His silverware drops with a heavy clink, and his eyes narrow slowly, like a predator spotting prey. Those storm-gray eyes sear into mine, hungry and wild. For a moment, his tongue presses briefly against his cheek, like he’s skeptical. His fingers curl subtly on the table, knuckles white, holding himself back as he muses.

“Peighton,” he murmurs, voice menacing — much too full of delight and boyish wonder. “What did you say?”

I swallow, pulse throbbing in my neck.

Damn it.He knows, and I have no idea if that’s good.

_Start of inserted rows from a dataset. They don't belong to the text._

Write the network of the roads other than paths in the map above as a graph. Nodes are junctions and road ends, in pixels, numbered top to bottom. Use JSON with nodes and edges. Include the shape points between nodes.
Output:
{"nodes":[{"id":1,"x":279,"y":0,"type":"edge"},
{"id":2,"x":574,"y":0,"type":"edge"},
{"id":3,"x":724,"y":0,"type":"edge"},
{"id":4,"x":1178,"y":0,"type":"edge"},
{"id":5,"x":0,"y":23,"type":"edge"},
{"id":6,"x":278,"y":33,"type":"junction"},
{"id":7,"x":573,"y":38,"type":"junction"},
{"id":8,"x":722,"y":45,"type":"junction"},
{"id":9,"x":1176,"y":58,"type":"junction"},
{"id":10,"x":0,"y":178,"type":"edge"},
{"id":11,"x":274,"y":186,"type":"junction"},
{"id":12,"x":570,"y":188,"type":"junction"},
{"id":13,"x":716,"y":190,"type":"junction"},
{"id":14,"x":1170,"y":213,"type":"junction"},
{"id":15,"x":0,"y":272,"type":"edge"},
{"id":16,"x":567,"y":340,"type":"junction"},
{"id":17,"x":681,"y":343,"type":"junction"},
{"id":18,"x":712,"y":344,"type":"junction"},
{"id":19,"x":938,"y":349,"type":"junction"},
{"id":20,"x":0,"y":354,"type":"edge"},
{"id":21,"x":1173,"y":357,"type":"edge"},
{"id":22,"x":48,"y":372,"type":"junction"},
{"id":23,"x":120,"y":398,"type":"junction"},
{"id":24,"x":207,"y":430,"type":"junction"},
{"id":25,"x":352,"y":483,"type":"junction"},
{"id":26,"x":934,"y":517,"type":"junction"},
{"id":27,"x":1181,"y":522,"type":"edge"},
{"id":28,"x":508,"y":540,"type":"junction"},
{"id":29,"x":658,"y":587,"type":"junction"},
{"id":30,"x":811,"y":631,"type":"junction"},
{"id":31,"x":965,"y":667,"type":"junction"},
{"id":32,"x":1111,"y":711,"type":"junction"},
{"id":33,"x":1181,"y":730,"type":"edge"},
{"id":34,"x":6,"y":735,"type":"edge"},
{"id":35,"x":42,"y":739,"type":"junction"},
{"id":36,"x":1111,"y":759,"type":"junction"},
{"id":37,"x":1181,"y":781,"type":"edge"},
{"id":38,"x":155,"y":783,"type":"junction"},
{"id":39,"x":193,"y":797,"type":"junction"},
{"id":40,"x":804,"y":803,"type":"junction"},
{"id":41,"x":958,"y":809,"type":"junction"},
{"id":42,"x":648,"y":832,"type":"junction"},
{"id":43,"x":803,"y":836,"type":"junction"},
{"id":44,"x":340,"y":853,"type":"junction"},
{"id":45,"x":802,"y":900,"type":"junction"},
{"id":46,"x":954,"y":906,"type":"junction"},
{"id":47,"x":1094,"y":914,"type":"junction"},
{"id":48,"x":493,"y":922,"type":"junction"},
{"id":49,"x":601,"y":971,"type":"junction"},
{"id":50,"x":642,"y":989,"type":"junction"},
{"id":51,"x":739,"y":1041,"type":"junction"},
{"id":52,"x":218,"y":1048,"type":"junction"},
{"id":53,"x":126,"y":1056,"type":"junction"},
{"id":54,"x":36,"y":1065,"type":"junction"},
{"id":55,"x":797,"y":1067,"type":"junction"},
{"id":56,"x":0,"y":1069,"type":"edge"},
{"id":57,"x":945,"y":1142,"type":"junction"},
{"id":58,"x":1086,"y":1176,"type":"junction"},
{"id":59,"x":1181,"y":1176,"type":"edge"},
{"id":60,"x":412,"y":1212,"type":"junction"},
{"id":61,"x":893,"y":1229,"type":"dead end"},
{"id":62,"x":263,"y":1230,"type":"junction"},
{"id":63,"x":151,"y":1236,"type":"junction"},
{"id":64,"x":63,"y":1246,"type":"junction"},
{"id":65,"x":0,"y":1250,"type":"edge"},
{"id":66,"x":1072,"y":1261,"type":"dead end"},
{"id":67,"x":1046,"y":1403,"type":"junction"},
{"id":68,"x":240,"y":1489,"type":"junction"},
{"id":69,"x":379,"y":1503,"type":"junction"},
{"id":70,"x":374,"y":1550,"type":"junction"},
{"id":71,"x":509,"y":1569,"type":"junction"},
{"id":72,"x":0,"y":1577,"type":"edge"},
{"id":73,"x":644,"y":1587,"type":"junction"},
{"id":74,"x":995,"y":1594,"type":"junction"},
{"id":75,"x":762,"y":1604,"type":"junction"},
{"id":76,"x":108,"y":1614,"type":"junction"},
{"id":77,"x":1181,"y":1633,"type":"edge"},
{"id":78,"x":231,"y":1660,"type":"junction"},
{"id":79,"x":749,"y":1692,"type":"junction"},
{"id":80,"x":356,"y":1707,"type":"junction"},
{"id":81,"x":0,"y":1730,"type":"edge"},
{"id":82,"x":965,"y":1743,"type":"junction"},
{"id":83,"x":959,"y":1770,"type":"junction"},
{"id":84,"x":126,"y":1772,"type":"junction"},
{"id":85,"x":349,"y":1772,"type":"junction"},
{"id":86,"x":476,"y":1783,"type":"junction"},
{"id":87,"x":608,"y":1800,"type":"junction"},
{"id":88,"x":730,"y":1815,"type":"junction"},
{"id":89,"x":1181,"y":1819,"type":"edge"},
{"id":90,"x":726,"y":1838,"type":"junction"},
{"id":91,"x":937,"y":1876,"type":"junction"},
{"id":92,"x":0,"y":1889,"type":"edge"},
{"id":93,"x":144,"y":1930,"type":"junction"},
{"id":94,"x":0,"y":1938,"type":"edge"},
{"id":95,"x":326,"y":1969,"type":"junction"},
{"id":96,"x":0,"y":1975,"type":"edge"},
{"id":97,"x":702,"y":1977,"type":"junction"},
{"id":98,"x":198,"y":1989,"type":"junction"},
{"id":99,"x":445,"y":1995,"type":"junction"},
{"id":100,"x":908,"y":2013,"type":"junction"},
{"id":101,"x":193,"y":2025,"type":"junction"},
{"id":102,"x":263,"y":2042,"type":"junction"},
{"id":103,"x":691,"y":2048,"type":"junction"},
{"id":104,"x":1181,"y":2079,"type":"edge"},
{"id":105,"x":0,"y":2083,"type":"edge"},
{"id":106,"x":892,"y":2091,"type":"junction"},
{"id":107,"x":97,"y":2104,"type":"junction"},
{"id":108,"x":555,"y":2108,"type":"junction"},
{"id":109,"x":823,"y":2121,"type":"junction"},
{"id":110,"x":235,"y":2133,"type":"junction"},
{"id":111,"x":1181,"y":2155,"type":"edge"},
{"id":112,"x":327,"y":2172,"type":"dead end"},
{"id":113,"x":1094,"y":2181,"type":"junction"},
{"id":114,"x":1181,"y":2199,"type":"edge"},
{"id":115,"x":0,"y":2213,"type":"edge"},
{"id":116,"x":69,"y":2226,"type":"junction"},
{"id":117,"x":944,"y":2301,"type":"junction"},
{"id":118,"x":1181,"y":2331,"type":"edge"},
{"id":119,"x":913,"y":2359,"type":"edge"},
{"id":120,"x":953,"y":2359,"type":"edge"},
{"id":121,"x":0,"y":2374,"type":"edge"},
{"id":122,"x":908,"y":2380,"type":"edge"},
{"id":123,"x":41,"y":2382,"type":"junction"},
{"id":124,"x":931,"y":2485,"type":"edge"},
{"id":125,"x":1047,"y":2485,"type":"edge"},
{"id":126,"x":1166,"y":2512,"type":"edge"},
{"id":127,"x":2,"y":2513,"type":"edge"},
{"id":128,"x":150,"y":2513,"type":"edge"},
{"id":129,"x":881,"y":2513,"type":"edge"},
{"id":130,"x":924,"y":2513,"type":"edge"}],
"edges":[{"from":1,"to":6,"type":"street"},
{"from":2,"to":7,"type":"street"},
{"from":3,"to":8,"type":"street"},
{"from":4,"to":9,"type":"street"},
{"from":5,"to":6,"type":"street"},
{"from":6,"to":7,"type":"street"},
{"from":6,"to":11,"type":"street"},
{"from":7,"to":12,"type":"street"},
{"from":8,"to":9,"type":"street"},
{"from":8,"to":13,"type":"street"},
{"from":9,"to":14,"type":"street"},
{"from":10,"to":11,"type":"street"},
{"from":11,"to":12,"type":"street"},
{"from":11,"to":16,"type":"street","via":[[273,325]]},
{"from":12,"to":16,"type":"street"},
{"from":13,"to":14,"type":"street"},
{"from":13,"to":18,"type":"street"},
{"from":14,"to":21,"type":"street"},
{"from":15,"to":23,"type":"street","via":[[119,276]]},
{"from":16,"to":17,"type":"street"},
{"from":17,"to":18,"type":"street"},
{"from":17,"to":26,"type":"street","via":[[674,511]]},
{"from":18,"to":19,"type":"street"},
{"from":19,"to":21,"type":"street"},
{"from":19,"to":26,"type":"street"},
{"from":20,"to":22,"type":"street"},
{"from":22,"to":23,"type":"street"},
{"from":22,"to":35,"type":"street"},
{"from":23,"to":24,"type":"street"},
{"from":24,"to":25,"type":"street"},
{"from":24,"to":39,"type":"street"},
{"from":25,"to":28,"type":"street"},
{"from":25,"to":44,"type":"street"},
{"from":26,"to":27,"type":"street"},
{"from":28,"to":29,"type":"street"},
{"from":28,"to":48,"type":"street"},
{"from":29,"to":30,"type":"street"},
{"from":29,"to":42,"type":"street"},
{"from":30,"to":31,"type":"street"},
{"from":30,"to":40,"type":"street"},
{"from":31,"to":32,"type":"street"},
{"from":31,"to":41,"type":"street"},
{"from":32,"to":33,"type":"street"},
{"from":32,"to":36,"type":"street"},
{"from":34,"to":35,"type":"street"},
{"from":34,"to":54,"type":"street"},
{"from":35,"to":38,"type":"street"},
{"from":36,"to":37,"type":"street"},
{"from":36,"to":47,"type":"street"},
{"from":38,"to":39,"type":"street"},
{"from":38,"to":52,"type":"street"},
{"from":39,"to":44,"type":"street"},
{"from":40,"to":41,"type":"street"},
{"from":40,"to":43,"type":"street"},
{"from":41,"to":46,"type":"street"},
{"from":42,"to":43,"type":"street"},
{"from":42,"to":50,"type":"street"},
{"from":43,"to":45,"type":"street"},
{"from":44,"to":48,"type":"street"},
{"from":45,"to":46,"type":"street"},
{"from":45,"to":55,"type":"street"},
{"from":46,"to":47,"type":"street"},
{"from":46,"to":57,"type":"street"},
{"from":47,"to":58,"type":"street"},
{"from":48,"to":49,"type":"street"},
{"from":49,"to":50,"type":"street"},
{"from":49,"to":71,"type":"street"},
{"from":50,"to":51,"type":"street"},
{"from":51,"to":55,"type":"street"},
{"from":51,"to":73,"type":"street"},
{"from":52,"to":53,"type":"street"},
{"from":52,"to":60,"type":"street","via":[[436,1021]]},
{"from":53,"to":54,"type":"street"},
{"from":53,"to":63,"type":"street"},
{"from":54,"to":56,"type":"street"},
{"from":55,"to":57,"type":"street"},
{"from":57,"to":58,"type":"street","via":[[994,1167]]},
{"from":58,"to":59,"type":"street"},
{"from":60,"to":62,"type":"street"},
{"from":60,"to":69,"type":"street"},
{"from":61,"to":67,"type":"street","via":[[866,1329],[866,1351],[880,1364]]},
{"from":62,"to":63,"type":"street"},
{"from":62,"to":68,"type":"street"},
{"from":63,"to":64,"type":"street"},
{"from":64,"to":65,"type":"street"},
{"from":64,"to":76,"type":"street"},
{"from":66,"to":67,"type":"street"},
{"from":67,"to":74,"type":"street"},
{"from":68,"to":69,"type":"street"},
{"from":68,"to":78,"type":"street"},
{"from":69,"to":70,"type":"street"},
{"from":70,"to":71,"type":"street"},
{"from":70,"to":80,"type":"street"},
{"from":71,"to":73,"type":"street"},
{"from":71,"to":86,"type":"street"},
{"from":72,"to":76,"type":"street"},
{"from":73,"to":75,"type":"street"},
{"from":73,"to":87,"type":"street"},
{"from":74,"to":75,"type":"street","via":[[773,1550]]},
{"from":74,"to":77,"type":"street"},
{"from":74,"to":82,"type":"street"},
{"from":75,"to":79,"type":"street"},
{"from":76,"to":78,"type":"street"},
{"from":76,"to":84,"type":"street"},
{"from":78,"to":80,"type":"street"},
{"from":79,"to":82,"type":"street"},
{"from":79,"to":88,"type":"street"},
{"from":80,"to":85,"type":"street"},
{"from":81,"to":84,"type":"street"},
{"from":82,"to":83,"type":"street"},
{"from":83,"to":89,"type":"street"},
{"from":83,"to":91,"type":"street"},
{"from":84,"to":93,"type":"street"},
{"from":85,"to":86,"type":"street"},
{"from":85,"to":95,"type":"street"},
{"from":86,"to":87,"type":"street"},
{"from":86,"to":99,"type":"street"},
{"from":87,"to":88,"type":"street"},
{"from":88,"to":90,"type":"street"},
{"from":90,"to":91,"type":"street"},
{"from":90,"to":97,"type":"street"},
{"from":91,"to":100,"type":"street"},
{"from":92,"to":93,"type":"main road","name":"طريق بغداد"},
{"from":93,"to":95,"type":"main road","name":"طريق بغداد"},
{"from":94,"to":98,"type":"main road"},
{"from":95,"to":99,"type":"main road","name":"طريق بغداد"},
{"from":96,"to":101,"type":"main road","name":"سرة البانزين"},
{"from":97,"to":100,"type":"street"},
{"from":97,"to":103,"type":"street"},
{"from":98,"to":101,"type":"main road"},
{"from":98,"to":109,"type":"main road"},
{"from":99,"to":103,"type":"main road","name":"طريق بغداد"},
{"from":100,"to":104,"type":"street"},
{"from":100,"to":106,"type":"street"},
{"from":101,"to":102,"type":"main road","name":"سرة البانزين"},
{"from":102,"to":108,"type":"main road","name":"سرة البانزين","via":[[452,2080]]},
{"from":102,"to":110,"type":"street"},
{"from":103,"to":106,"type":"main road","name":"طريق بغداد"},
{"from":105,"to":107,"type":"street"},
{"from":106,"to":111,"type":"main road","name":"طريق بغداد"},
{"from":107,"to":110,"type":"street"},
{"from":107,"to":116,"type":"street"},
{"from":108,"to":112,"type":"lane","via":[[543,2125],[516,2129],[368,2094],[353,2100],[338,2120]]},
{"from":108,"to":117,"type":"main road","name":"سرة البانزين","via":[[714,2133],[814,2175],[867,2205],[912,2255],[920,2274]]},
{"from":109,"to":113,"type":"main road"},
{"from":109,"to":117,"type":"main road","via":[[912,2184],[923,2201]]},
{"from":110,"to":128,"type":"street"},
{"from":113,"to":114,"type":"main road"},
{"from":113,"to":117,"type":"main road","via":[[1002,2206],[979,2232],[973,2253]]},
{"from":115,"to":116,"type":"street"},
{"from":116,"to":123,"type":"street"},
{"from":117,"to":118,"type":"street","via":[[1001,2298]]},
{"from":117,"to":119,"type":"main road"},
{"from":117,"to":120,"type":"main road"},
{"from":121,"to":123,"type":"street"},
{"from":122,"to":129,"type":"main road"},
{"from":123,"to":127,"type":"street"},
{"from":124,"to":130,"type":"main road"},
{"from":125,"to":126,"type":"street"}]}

But the look in his eyes tells me:

I didn’t just say the wrong thing.

I said the worst thing imaginable.

Chapter 5

Peighton

For a long moment, he just stares at me across the table, those wolf eyes fixed.

Then Gustav rises.

Smoothly.

Like a dark apparition rising from the depths of hell.

He steps around his chair, shoes echoing on the stone floor, and swaggers toward me. The way he moves is certain yet casual. When he stops beside my plate, he doesn’t bother lowering himself to my level. Instead, he sits on the edge of the table itself, towering above me, knees spread, casting me in his shadow. He cocks his head, like I am a peculiar thing to behold.

I grip the edge of my seat, heart hammering so loud it’s deafening.

He places his finger just under my bra strap.

I freeze.

Absolutely still.

His knuckle skims the delicate skin of my shoulder as he follows the line of the strap downward… downward… toward the slope of my chest, until he reaches the swell of soft skin.

He says my name.

“Peighton.”

Creepier.

“Peighton.”

And once more, slower, darker. Taunting:

“Peighton.”

Each repetition makes my lungs shrink a little more.